Problem statement
When you reach the line with "gsave x y translate w h scale" in the data below, begin printing lines exactly, and stop once the line with "0 2559 translate 1 -1 scale" has been printed.

□ □ □ □

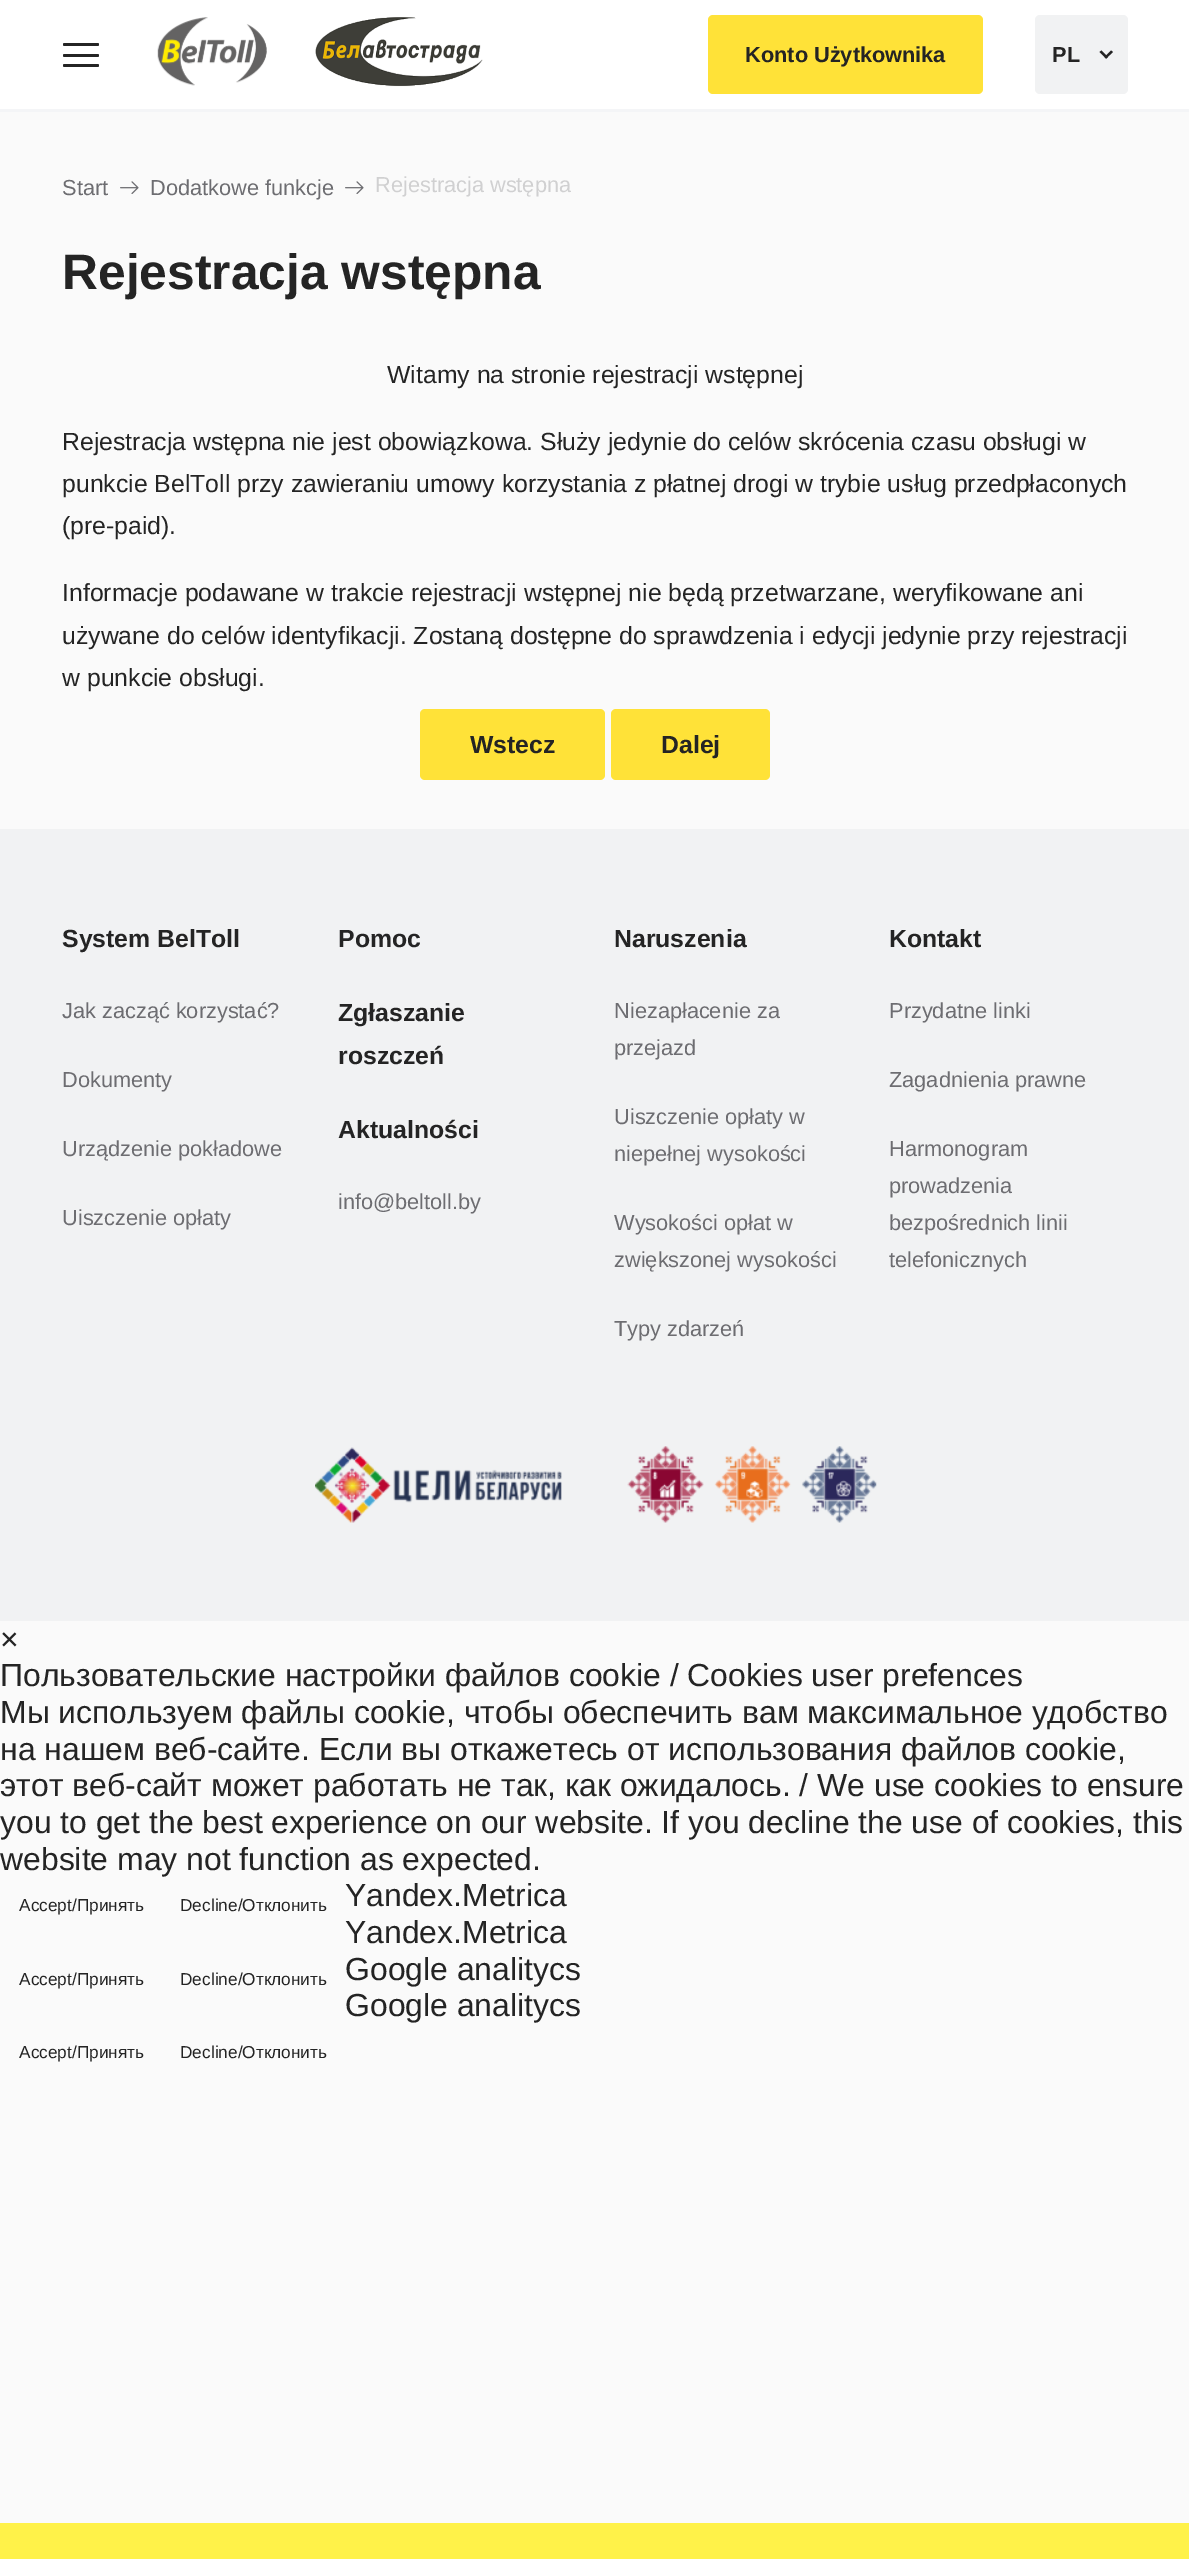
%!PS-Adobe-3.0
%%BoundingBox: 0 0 1189 2559
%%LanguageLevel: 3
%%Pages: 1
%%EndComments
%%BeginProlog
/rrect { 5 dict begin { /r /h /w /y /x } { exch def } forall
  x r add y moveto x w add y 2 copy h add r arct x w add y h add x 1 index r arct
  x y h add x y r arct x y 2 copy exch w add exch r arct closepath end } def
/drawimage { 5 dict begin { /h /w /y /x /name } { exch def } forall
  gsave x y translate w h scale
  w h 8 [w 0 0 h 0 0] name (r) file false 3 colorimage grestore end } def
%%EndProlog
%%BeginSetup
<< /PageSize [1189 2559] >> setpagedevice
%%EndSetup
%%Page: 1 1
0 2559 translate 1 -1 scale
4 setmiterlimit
0.98 setgray
0 0 1189 2559 rectfill
1 setgray
0 0 1189 109 rectfill
0.957 0.961 0.969 setrgbcolor
0 109 1189 3 rectfill
0.141 setgray
63 54 36 3 1.5 rrect fill
63 43 36 3 1.5 rrect fill
63 64 36 3 1.5 rrect fill
(images/1.raw) 157 17 110 69 drawimage
(images/2.raw) 315 17 168 70 drawimage
1 0.886 0.22 setrgbcolor
708 15 275 79 5 rrect fill
0.945 0.949 0.953 setrgbcolor
1035 15 93 79 5 rrect fill
0.141 setgray
newpath 1104.5 57 moveto 1111 50.5 lineto 1113 52 lineto 1106 58.5 lineto closepath fill
newpath 1099.5 52 moveto 1101.5 50.5 lineto 1108 57 lineto 1106 58.5 lineto closepath fill
(images/3.raw) 120 181 19 13 drawimage
(images/3.raw) 345 181 19 13 drawimage
1 0.886 0.22 setrgbcolor
420 709 185 71 5 rrect fill
611 709 159 71 5 rrect fill
0.945 0.949 0.953 setrgbcolor
0 829 1189 792 rectfill
(images/4.raw) 315 1446 562 77 drawimage
1 0.949 0.286 setrgbcolor
0 2523 1189 36 rectfill
/LiberationSans-Bold [21.75 0 0 -21.75 0 0] selectfont
0.141 setgray
745 62 moveto (Konto Użytkownika) show
1052 62 moveto (PL) show
/LiberationSans-Regular [21.75 0 0 -21.75 0 0] selectfont
0.427 0.427 0.443 setrgbcolor
62 195 moveto (Start) show
150 195 moveto (Dodatkowe funkcje) show
0.816 0.816 0.82 setrgbcolor
375 192 moveto (Rejestracja wstępna) show
/LiberationSans-Bold [49.75 0 0 -49.75 0 0] selectfont
0.141 setgray
62 289 moveto (Rejestracja wstępna) show
/LiberationSans-Regular [24.8 0 0 -24.8 0 0] selectfont
387 383 moveto (Witamy na stronie rejestracji wstępnej) show
62 450 moveto (Rejestracja wstępna nie jest obowiązkowa. Służy jedynie do celów skrócenia czasu obsługi w) show
62 492 moveto (punkcie BelToll przy zawieraniu umowy korzystania z płatnej drogi w trybie usług przedpłaconych) show
62 534 moveto (\(pre-paid\).) show
62 601 moveto (Informacje podawane w trakcie rejestracji wstępnej nie będą przetwarzane, weryfikowane ani) show
62 644 moveto (używane do celów identyfikacji. Zostaną dostępne do sprawdzenia i edycji jedynie przy rejestracji) show
62 686 moveto (w punkcie obsługi.) show
/LiberationSans-Bold [24.8 0 0 -24.8 0 0] selectfont
470 753 moveto (Wstecz) show
661 753 moveto (Dalej) show
62 947 moveto (System BelToll) show
/LiberationSans-Regular [21.75 0 0 -21.75 0 0] selectfont
0.427 0.427 0.443 setrgbcolor
62 1018 moveto (Jak zacząć korzystać?) show
62 1087 moveto (Dokumenty) show
62 1156 moveto (Urządzenie pokładowe) show
62 1225 moveto (Uiszczenie opłaty) show
/LiberationSans-Bold [24.8 0 0 -24.8 0 0] selectfont
0.141 setgray
338 947 moveto (Pomoc) show
338 1021 moveto (Zgłaszanie) show
338 1064 moveto (roszczeń) show
338 1138 moveto (Aktualności) show
/LiberationSans-Regular [21.75 0 0 -21.75 0 0] selectfont
0.427 0.427 0.443 setrgbcolor
338 1209 moveto (info@beltoll.by) show
/LiberationSans-Bold [24.8 0 0 -24.8 0 0] selectfont
0.141 setgray
614 947 moveto (Naruszenia) show
/LiberationSans-Regular [21.75 0 0 -21.75 0 0] selectfont
0.427 0.427 0.443 setrgbcolor
614 1018 moveto (Niezapłacenie za) show
614 1055 moveto (przejazd) show
614 1124 moveto (Uiszczenie opłaty w) show
614 1161 moveto (niepełnej wysokości) show
614 1230 moveto (Wysokości opłat w) show
614 1267 moveto (zwiększonej wysokości) show
614 1336 moveto (Typy zdarzeń) show
/LiberationSans-Bold [24.8 0 0 -24.8 0 0] selectfont
0.141 setgray
889 947 moveto (Kontakt) show
/LiberationSans-Regular [21.75 0 0 -21.75 0 0] selectfont
0.427 0.427 0.443 setrgbcolor
889 1018 moveto (Przydatne linki) show
889 1087 moveto (Zagadnienia prawne) show
889 1156 moveto (Harmonogram) show
889 1193 moveto (prowadzenia) show
889 1230 moveto (bezpośrednich linii) show
889 1267 moveto (telefonicznych) show
/LiberationSans-Regular [31.9 0 0 -31.9 0 0] selectfont
0.141 setgray
0 1650 moveto (×) show
0 1686 moveto (Пользовательские настройки файлов cookie / Cookies user prefences) show
0 1723 moveto (Мы используем файлы cookie, чтобы обеспечить вам максимальное удобство) show
0 1760 moveto (на нашем веб-сайте. Если вы откажетесь от использования файлов cookie,) show
0 1796 moveto (этот веб-сайт может работать не так, как ожидалось. / We use cookies to ensure) show
0 1833 moveto (you to get the best experience on our website. If you decline the use of cookies, this) show
0 1870 moveto (website may not function as expected.) show
345 1906 moveto (Yandex.Metrica) show
345 1943 moveto (Yandex.Metrica) show
/LiberationSans-Regular [17.25 0 0 -17.25 0 0] selectfont
19 1985 moveto (Accept/Принять) show
180 1985 moveto (Decline/Отклонить) show
19 1911 moveto (Accept/Принять) show
180 1911 moveto (Decline/Отклонить) show
/LiberationSans-Regular [31.9 0 0 -31.9 0 0] selectfont
345 1980 moveto (Google analitycs) show
345 2016 moveto (Google analitycs) show
/LiberationSans-Regular [17.25 0 0 -17.25 0 0] selectfont
19 2058 moveto (Accept/Принять) show
180 2058 moveto (Decline/Отклонить) show
showpage
%%EOF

□ □ □ □

Written response
  gsave x y translate w h scale
  w h 8 [w 0 0 h 0 0] name (r) file false 3 colorimage grestore end } def
%%EndProlog
%%BeginSetup
<< /PageSize [1189 2559] >> setpagedevice
%%EndSetup
%%Page: 1 1
0 2559 translate 1 -1 scale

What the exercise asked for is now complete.